II
Well, anyways, Ma went back to the kitchen to fix up a little snack of waffles and honey and poached eggs on hash and cream-cake and strawberries with a cup of cocoa and whipped cream for a light lunch, her lunches being light about the way a "light" motor truck is, and I went back to my joint contract and was so mad I concluded to write into it not alone expenses and Rosco but a cottage or bungaloo, as it is called in Los Angeles, while out there. With which I wrote a refined but firm letter to Goldringer, saying this was my final word on the matter and spoke also for Jim. Then I enclosed the contract and Ma called out the cocoa was getting cold and so I stamped and put it in the hall-slot which I never have a feeling any letter going down it is headed for anybody except maybe the devil, and not even him unless it don't get stuck on the way. And then I ate, though not with much appetite, what with expecting any moment to see Maude crawl out from some place, and Ma being quiet to a extent not to be fully accounted for by three plates of waffles. It wasn't natural in her, that quiet, but I remembered the doughnuts and laid it to the sequence. Still I tried to get her to talk, as talking, if about herself, generally cheers her quite a lot.
"Anything ail you, Ma?" I says.
"Nothing much," says Ma, lighting into the cream-cake. "Nothing to speak of."
"Tell me about it then!" I says. But Ma wouldn't. She heaved a big sigh and handed me a substitute for what was really on her mind. It was something just as good, I credit her for that.
"You know the stuff you ordered from Schultz?" she says.
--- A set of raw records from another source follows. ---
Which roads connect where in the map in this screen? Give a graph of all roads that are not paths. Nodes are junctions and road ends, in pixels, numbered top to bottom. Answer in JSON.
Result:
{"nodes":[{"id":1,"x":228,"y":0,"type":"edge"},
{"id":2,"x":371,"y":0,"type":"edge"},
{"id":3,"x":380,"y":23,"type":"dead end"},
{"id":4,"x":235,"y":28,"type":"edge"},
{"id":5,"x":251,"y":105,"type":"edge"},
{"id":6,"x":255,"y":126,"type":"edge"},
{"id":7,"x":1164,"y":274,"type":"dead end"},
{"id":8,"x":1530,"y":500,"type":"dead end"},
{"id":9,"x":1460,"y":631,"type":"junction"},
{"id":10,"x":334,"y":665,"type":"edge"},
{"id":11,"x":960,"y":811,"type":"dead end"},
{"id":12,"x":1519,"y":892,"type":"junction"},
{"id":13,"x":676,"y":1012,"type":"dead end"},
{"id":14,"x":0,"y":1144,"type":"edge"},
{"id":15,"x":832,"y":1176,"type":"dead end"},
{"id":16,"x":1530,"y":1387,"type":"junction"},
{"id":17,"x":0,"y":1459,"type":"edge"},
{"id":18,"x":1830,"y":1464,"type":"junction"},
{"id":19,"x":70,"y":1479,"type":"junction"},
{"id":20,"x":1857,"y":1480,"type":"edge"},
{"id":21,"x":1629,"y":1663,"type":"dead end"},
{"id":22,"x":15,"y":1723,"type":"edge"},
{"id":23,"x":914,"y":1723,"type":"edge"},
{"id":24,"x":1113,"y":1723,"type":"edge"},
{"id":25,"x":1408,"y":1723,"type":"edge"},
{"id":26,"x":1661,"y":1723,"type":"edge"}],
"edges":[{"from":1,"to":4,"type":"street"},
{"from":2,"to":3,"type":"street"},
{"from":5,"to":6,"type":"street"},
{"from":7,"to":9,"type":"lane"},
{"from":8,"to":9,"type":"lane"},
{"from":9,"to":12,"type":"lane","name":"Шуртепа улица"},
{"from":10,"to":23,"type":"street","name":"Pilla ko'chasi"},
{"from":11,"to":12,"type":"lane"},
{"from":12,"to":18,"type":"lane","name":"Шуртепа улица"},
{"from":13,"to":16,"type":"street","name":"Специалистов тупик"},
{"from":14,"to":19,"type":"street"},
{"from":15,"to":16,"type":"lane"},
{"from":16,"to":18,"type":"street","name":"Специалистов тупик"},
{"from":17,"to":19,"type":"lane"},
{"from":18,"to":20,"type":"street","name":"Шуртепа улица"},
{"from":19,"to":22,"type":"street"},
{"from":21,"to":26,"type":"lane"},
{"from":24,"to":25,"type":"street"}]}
"You mean the wet goods I ordered to keep Jim from parching to death this summer?" I says, because although Jim is far from a real drinking man, he having his profession of dancing always in mind even after eleven P. M. and Gawd knows never fails to realize that sound acrobatics is the basis of all good dancing which a drunkard never yet was, or at least not for over two seasons; still, in spite of all this, Jim is a mere male and a drink or two, especially if difficult to get, is not by any means objectionable to him. And beside he had been two years in France and I didn't want him to feel it had anything on America when he come home, even if I had to go so far as to myself personally replace what Congress had taken away. Do you get me? You do! And I had done it as far as my bank account, cellarette and the liquor-dealer permitted. Which looked like it was going to postpone the drought quite sometime for us. And while here and there stuff like champagne and brandy and vermouth had to be bought, like remnants on a bargain counter—just kind of odds and ends of each—I had one satisfaction out of the buy, and that was getting a case of Old Home Rye—absolutely the last case in the city—probably the last in the whole entire U. S. A., and it was Jim's one best bet. A high-ball of this—just one—with his dinner was about his exact idea of drinking, and I had calculated that the three gallons, taking it at his rate would last him pretty near a year, and by that time some new vice would surely of been invented to take its place.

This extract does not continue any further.